### [DATA EXCERPTS]
┏━━
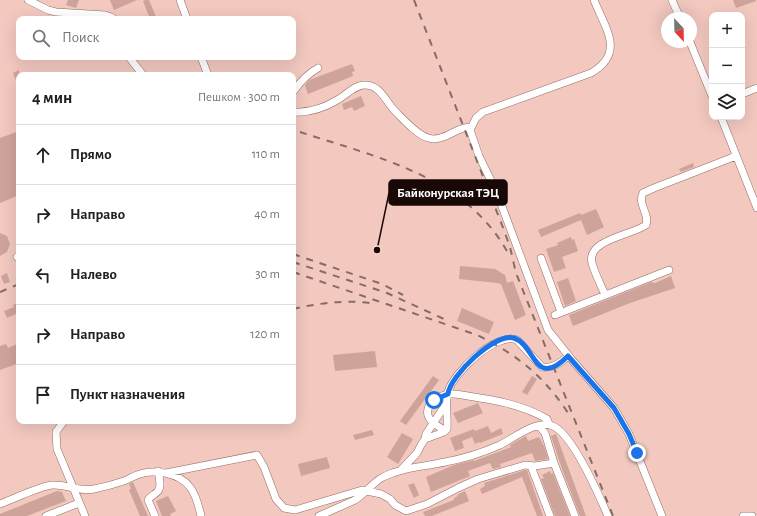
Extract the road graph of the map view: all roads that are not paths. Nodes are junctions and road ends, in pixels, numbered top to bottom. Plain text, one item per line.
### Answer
1 (28, 0) edge
2 (180, 0) edge
3 (594, 0) edge
4 (672, 0) edge
5 (677, 12) edge
6 (108, 16) edge
7 (186, 16) edge
8 (692, 48) edge
9 (132, 60) edge
10 (202, 60) edge
11 (318, 68) dead end
12 (141, 72) edge
13 (207, 72) edge
14 (296, 88) edge
15 (757, 88) edge
16 (709, 89) edge
17 (745, 93) edge
18 (296, 112) edge
19 (721, 120) edge
20 (471, 126) junction
21 (736, 156) junction
22 (757, 208) edge
23 (541, 258) dead end
24 (669, 270) dead end
25 (605, 295) junction
26 (568, 356) junction
27 (448, 394) junction
28 (446, 404) junction
29 (433, 422) junction
30 (62, 424) edge
31 (549, 424) junction
32 (539, 426) junction
33 (445, 431) junction
34 (425, 439) junction
35 (554, 463) junction
36 (531, 466) junction
37 (400, 470) junction
38 (158, 472) junction
39 (166, 473) junction
40 (74, 489) junction
41 (365, 491) junction
42 (79, 503) junction
43 (0, 504) edge
44 (46, 516) edge
45 (85, 516) edge
46 (155, 516) edge
47 (201, 516) edge
48 (319, 516) edge
49 (550, 516) edge
50 (575, 516) edge
51 (608, 516) edge
52 (662, 516) edge
53 (743, 516) edge
54 (752, 516) edge

1 - 6 street
2 - 7 street
3 - 20 street
4 - 5 street
8 - 16 street
9 - 12 street
10 - 13 street
11 - 14 street
15 - 17 street
18 - 20 street
19 - 21 street
20 - 26 street
21 - 22 street
21 - 25 street
23 - 25 street
24 - 25 street
26 - 27 street
26 - 52 street
27 - 28 street
27 - 29 street
27 - 31 street
28 - 29 street
28 - 33 street
29 - 33 street
29 - 34 street
30 - 40 street
31 - 32 street
31 - 51 street
32 - 35 street
32 - 37 street
33 - 34 street
34 - 37 street
35 - 36 street
35 - 50 street
36 - 41 street
36 - 49 street
37 - 41 street
38 - 39 street
38 - 40 street
38 - 46 street
39 - 41 street
39 - 47 street
40 - 42 street
40 - 43 street
41 - 48 street
42 - 44 street
42 - 45 street
53 - 54 street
┗━━
### [TASK GOAL]
Where the word "dead" occurs in a line of the records, copy that line.

### [SOLUTION FOR THIS PROBLEM]
11 (318, 68) dead end
23 (541, 258) dead end
24 (669, 270) dead end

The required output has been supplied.